◆ BRIEF
Restate the records that follow word for word; no pictures should appear.

◆ THE INPUT
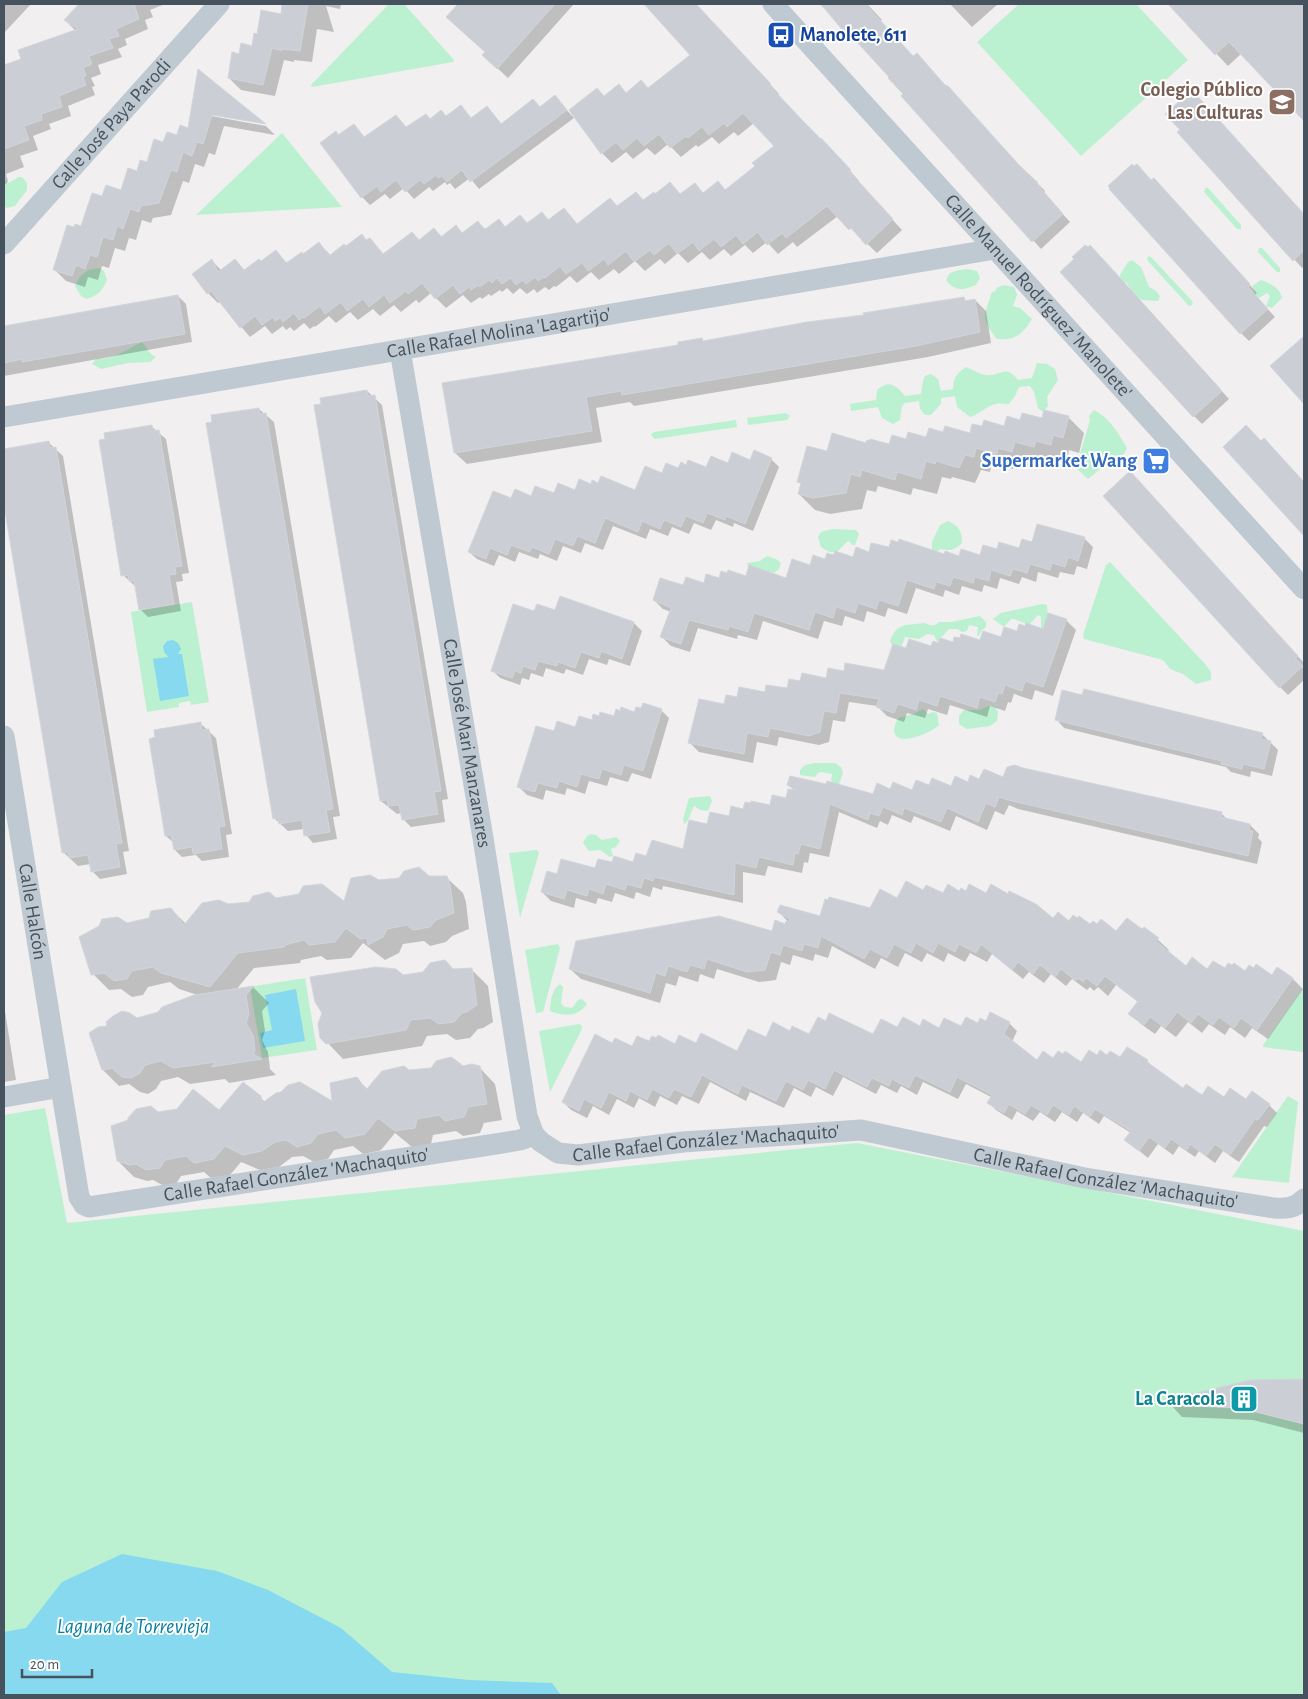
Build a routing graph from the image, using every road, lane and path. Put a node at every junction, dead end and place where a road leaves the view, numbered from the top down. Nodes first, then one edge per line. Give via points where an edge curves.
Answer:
1 (219, 4) edge
2 (773, 4) edge
3 (4, 244) edge
4 (996, 249) junction
5 (400, 350) junction
6 (4, 417) edge
7 (1304, 589) edge
8 (4, 736) edge
9 (61, 1087) junction
10 (4, 1097) edge
11 (534, 1134) junction
12 (1303, 1201) edge

1 - 3 street, Calle José Paya Parodi
2 - 4 street, Calle Manuel Rodríguez 'Manolete'
4 - 5 street, Calle Rafael Molina 'Lagartijo'
4 - 7 street, Calle Manuel Rodríguez 'Manolete'
5 - 6 street, Calle Rafael Molina 'Lagartijo'
5 - 11 street, Calle José Mari Manzanares via 527,1116
8 - 9 street, Calle Halcón
9 - 10 street
9 - 11 street, Calle Rafael González 'Machaquito' via 79,1197 84,1206 89,1207 502,1143
11 - 12 street, Calle Rafael González 'Machaquito' via 540,1142 558,1153 578,1155 683,1142 861,1130 1085,1178 1274,1208 1284,1209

◆ ANSWER SECTION
Build a routing graph from the image, using every road, lane and path. Put a node at every junction, dead end and place where a road leaves the view, numbered from the top down. Nodes first, then one edge per line. Give via points where an edge curves.
Answer:
1 (219, 4) edge
2 (773, 4) edge
3 (4, 244) edge
4 (996, 249) junction
5 (400, 350) junction
6 (4, 417) edge
7 (1304, 589) edge
8 (4, 736) edge
9 (61, 1087) junction
10 (4, 1097) edge
11 (534, 1134) junction
12 (1303, 1201) edge

1 - 3 street, Calle José Paya Parodi
2 - 4 street, Calle Manuel Rodríguez 'Manolete'
4 - 5 street, Calle Rafael Molina 'Lagartijo'
4 - 7 street, Calle Manuel Rodríguez 'Manolete'
5 - 6 street, Calle Rafael Molina 'Lagartijo'
5 - 11 street, Calle José Mari Manzanares via 527,1116
8 - 9 street, Calle Halcón
9 - 10 street
9 - 11 street, Calle Rafael González 'Machaquito' via 79,1197 84,1206 89,1207 502,1143
11 - 12 street, Calle Rafael González 'Machaquito' via 540,1142 558,1153 578,1155 683,1142 861,1130 1085,1178 1274,1208 1284,1209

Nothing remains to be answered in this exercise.